** ENTRIES SUPPLIED follows **

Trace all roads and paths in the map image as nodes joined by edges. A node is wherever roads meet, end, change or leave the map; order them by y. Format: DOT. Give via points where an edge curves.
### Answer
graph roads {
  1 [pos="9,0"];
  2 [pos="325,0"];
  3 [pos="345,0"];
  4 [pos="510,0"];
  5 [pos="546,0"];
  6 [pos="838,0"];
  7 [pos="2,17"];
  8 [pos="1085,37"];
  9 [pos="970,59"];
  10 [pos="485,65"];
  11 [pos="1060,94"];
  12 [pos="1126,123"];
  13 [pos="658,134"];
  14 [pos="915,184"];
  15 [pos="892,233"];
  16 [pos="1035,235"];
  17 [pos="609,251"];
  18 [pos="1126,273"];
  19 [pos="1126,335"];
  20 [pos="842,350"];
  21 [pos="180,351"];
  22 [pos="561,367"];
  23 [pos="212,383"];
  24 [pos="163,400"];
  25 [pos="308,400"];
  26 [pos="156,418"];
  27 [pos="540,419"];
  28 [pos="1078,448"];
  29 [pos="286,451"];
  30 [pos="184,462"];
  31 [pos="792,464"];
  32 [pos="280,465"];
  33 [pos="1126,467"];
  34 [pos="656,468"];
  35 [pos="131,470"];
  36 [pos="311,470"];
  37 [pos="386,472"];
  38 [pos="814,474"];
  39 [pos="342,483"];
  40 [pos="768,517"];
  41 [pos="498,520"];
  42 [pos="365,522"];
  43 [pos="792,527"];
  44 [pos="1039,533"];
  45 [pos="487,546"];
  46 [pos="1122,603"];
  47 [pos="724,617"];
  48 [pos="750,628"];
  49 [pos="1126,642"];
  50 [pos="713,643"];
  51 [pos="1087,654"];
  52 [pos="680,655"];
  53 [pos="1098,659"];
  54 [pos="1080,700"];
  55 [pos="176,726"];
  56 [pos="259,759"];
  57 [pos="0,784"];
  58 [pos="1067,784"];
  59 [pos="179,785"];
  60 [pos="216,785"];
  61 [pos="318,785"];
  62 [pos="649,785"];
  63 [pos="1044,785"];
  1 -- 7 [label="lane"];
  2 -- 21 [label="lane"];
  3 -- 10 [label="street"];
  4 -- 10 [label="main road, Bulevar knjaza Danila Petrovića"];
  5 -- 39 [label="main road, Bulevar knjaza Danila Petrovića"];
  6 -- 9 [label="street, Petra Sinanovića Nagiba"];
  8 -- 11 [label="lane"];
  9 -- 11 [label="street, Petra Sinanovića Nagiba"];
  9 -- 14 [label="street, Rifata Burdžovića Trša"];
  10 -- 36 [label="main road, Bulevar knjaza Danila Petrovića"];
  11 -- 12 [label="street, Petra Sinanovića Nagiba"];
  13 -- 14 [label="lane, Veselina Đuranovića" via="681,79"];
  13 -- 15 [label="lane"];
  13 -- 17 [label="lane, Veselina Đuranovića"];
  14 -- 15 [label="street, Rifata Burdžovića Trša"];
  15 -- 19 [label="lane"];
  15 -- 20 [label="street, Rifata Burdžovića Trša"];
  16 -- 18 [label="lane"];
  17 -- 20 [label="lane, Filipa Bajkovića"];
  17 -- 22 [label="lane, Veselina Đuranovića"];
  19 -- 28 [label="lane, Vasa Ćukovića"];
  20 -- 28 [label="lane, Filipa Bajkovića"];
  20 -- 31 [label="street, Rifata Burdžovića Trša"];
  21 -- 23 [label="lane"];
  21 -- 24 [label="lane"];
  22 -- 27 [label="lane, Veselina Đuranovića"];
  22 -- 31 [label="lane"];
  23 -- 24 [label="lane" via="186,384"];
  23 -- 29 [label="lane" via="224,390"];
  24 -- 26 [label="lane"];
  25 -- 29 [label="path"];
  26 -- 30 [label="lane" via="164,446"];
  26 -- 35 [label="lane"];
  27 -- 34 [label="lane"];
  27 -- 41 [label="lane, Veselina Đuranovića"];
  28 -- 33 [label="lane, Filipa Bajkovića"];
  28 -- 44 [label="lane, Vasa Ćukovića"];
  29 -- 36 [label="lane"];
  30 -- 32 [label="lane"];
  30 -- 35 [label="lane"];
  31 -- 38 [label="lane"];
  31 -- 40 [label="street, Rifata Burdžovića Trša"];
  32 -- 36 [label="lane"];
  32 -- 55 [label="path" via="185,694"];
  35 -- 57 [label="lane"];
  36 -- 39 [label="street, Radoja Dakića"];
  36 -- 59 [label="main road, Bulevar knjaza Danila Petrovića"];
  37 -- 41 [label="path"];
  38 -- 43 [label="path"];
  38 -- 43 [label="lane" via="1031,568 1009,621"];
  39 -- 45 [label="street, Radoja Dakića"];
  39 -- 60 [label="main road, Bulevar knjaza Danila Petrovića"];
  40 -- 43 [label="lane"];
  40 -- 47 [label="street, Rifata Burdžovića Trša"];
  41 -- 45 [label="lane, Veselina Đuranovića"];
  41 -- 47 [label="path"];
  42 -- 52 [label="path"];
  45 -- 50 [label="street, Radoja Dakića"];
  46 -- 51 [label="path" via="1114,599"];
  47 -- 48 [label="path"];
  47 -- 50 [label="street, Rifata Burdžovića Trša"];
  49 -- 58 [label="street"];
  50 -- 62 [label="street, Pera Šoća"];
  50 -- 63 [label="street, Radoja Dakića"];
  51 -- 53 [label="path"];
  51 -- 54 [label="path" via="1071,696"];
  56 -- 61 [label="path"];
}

** End of ENTRIES SUPPLIED **

PROBLEM TO WORK ON: Once you have read the material, set it down again word for word.

RESULT OF THE EXERCISE:
Trace all roads and paths in the map image as nodes joined by edges. A node is wherever roads meet, end, change or leave the map; order them by y. Format: DOT. Give via points where an edge curves.
### Answer
graph roads {
  1 [pos="9,0"];
  2 [pos="325,0"];
  3 [pos="345,0"];
  4 [pos="510,0"];
  5 [pos="546,0"];
  6 [pos="838,0"];
  7 [pos="2,17"];
  8 [pos="1085,37"];
  9 [pos="970,59"];
  10 [pos="485,65"];
  11 [pos="1060,94"];
  12 [pos="1126,123"];
  13 [pos="658,134"];
  14 [pos="915,184"];
  15 [pos="892,233"];
  16 [pos="1035,235"];
  17 [pos="609,251"];
  18 [pos="1126,273"];
  19 [pos="1126,335"];
  20 [pos="842,350"];
  21 [pos="180,351"];
  22 [pos="561,367"];
  23 [pos="212,383"];
  24 [pos="163,400"];
  25 [pos="308,400"];
  26 [pos="156,418"];
  27 [pos="540,419"];
  28 [pos="1078,448"];
  29 [pos="286,451"];
  30 [pos="184,462"];
  31 [pos="792,464"];
  32 [pos="280,465"];
  33 [pos="1126,467"];
  34 [pos="656,468"];
  35 [pos="131,470"];
  36 [pos="311,470"];
  37 [pos="386,472"];
  38 [pos="814,474"];
  39 [pos="342,483"];
  40 [pos="768,517"];
  41 [pos="498,520"];
  42 [pos="365,522"];
  43 [pos="792,527"];
  44 [pos="1039,533"];
  45 [pos="487,546"];
  46 [pos="1122,603"];
  47 [pos="724,617"];
  48 [pos="750,628"];
  49 [pos="1126,642"];
  50 [pos="713,643"];
  51 [pos="1087,654"];
  52 [pos="680,655"];
  53 [pos="1098,659"];
  54 [pos="1080,700"];
  55 [pos="176,726"];
  56 [pos="259,759"];
  57 [pos="0,784"];
  58 [pos="1067,784"];
  59 [pos="179,785"];
  60 [pos="216,785"];
  61 [pos="318,785"];
  62 [pos="649,785"];
  63 [pos="1044,785"];
  1 -- 7 [label="lane"];
  2 -- 21 [label="lane"];
  3 -- 10 [label="street"];
  4 -- 10 [label="main road, Bulevar knjaza Danila Petrovića"];
  5 -- 39 [label="main road, Bulevar knjaza Danila Petrovića"];
  6 -- 9 [label="street, Petra Sinanovića Nagiba"];
  8 -- 11 [label="lane"];
  9 -- 11 [label="street, Petra Sinanovića Nagiba"];
  9 -- 14 [label="street, Rifata Burdžovića Trša"];
  10 -- 36 [label="main road, Bulevar knjaza Danila Petrovića"];
  11 -- 12 [label="street, Petra Sinanovića Nagiba"];
  13 -- 14 [label="lane, Veselina Đuranovića" via="681,79"];
  13 -- 15 [label="lane"];
  13 -- 17 [label="lane, Veselina Đuranovića"];
  14 -- 15 [label="street, Rifata Burdžovića Trša"];
  15 -- 19 [label="lane"];
  15 -- 20 [label="street, Rifata Burdžovića Trša"];
  16 -- 18 [label="lane"];
  17 -- 20 [label="lane, Filipa Bajkovića"];
  17 -- 22 [label="lane, Veselina Đuranovića"];
  19 -- 28 [label="lane, Vasa Ćukovića"];
  20 -- 28 [label="lane, Filipa Bajkovića"];
  20 -- 31 [label="street, Rifata Burdžovića Trša"];
  21 -- 23 [label="lane"];
  21 -- 24 [label="lane"];
  22 -- 27 [label="lane, Veselina Đuranovića"];
  22 -- 31 [label="lane"];
  23 -- 24 [label="lane" via="186,384"];
  23 -- 29 [label="lane" via="224,390"];
  24 -- 26 [label="lane"];
  25 -- 29 [label="path"];
  26 -- 30 [label="lane" via="164,446"];
  26 -- 35 [label="lane"];
  27 -- 34 [label="lane"];
  27 -- 41 [label="lane, Veselina Đuranovića"];
  28 -- 33 [label="lane, Filipa Bajkovića"];
  28 -- 44 [label="lane, Vasa Ćukovića"];
  29 -- 36 [label="lane"];
  30 -- 32 [label="lane"];
  30 -- 35 [label="lane"];
  31 -- 38 [label="lane"];
  31 -- 40 [label="street, Rifata Burdžovića Trša"];
  32 -- 36 [label="lane"];
  32 -- 55 [label="path" via="185,694"];
  35 -- 57 [label="lane"];
  36 -- 39 [label="street, Radoja Dakića"];
  36 -- 59 [label="main road, Bulevar knjaza Danila Petrovića"];
  37 -- 41 [label="path"];
  38 -- 43 [label="path"];
  38 -- 43 [label="lane" via="1031,568 1009,621"];
  39 -- 45 [label="street, Radoja Dakića"];
  39 -- 60 [label="main road, Bulevar knjaza Danila Petrovića"];
  40 -- 43 [label="lane"];
  40 -- 47 [label="street, Rifata Burdžovića Trša"];
  41 -- 45 [label="lane, Veselina Đuranovića"];
  41 -- 47 [label="path"];
  42 -- 52 [label="path"];
  45 -- 50 [label="street, Radoja Dakića"];
  46 -- 51 [label="path" via="1114,599"];
  47 -- 48 [label="path"];
  47 -- 50 [label="street, Rifata Burdžovića Trša"];
  49 -- 58 [label="street"];
  50 -- 62 [label="street, Pera Šoća"];
  50 -- 63 [label="street, Radoja Dakića"];
  51 -- 53 [label="path"];
  51 -- 54 [label="path" via="1071,696"];
  56 -- 61 [label="path"];
}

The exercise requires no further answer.